- **RECORDS**:
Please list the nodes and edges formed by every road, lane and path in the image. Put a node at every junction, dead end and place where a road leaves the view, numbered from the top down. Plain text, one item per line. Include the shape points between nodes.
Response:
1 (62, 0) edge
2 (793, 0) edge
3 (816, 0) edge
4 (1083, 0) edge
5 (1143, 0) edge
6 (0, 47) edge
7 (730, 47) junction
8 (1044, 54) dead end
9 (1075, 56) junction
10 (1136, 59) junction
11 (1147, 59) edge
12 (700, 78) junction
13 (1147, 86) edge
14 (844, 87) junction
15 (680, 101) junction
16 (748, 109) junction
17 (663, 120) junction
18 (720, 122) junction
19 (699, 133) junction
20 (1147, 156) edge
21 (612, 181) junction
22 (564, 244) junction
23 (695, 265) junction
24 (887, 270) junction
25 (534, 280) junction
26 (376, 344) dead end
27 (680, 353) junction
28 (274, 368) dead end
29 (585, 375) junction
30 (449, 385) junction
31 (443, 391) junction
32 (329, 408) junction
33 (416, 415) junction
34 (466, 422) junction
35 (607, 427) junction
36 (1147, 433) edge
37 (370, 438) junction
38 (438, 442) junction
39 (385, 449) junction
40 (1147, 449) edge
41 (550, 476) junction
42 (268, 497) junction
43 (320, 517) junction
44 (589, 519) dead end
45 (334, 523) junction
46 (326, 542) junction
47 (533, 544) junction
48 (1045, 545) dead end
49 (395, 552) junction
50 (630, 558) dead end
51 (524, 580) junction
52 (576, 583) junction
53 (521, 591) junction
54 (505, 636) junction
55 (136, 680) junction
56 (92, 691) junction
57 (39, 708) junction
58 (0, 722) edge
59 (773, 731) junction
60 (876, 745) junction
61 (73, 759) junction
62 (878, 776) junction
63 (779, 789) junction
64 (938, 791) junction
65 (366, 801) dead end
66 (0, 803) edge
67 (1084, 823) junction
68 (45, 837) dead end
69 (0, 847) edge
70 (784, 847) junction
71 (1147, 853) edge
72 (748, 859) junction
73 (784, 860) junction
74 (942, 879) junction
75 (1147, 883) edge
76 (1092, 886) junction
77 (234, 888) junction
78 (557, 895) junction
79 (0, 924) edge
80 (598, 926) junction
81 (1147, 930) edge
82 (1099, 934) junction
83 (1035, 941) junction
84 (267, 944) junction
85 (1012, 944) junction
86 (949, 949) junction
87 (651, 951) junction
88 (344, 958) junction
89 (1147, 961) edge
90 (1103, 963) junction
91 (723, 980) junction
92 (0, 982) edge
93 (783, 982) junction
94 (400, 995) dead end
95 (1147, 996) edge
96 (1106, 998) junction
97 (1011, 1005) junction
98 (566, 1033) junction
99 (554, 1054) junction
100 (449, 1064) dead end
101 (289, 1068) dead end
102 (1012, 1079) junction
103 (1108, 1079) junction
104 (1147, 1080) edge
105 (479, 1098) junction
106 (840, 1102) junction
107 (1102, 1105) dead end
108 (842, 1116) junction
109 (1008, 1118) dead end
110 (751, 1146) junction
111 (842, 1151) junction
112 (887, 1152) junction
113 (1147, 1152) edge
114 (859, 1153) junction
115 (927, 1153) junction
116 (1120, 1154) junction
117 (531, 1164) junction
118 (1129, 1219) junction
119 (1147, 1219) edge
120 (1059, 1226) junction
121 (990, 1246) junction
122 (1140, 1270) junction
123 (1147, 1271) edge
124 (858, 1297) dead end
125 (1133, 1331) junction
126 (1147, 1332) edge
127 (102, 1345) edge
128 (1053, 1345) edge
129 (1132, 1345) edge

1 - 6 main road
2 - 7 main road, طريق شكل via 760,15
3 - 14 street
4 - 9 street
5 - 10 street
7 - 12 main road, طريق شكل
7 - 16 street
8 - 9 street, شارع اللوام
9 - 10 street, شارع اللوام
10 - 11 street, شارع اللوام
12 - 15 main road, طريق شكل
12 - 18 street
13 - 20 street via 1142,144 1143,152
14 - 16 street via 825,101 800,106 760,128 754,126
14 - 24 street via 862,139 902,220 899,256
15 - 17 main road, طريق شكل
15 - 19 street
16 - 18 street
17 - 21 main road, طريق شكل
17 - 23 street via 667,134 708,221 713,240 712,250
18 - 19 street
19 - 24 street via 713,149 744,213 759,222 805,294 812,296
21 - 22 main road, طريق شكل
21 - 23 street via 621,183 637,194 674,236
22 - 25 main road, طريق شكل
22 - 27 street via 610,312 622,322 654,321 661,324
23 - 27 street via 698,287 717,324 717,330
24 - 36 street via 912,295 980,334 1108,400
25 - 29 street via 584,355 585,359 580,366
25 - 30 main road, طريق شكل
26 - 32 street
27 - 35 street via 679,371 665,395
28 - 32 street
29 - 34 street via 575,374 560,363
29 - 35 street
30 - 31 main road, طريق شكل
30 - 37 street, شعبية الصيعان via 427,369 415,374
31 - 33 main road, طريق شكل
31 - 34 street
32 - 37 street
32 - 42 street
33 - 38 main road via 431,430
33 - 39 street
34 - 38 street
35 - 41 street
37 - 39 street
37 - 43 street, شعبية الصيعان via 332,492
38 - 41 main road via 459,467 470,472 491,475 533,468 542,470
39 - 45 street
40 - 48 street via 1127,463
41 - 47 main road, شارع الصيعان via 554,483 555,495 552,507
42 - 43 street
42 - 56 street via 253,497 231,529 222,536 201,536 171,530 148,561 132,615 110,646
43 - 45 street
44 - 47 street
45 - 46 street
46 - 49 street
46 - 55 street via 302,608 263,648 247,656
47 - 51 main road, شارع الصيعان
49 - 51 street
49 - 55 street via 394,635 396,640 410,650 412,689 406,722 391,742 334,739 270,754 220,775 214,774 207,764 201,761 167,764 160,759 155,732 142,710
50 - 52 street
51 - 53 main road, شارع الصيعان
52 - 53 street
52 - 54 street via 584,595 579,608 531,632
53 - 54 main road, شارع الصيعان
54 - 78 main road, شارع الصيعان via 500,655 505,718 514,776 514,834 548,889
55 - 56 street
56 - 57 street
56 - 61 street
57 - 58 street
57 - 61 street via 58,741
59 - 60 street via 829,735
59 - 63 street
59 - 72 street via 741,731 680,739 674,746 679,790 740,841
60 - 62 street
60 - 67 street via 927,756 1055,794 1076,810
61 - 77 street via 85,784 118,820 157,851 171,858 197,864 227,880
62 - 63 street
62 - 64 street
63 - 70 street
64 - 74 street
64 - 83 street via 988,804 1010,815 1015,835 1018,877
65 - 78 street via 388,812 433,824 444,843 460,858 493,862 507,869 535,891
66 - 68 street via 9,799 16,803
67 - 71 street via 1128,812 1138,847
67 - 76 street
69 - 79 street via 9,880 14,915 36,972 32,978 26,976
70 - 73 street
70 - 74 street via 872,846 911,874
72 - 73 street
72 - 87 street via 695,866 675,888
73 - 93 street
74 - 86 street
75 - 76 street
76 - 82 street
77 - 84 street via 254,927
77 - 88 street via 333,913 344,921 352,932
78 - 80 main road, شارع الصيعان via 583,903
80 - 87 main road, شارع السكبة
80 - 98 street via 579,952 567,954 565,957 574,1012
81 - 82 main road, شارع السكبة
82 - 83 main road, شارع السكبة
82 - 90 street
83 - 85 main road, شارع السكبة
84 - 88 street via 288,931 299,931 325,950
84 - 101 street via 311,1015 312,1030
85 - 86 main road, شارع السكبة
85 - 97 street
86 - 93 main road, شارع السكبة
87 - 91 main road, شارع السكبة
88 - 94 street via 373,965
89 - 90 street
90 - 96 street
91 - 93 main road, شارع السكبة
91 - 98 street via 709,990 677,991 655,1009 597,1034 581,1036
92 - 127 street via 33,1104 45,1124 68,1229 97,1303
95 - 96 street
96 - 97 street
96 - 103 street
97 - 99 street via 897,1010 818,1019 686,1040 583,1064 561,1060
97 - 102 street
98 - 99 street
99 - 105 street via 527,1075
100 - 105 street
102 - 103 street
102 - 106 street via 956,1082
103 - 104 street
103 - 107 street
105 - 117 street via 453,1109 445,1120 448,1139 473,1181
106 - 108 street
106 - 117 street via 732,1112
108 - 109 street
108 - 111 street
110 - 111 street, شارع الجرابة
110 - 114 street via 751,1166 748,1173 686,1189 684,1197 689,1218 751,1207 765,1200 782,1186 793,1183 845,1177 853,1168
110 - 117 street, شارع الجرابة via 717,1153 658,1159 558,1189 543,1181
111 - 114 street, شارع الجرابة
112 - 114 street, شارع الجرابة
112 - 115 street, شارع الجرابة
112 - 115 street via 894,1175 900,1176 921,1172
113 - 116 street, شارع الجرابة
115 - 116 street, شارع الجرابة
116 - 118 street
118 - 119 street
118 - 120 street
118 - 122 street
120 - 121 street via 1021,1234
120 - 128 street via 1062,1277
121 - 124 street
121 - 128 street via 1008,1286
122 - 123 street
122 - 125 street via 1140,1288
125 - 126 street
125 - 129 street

- **ACTIVITY**: Tell how many lines in the material above have the string "السكبة", using only the number.

- **EXPECTED OUTPUT**: 8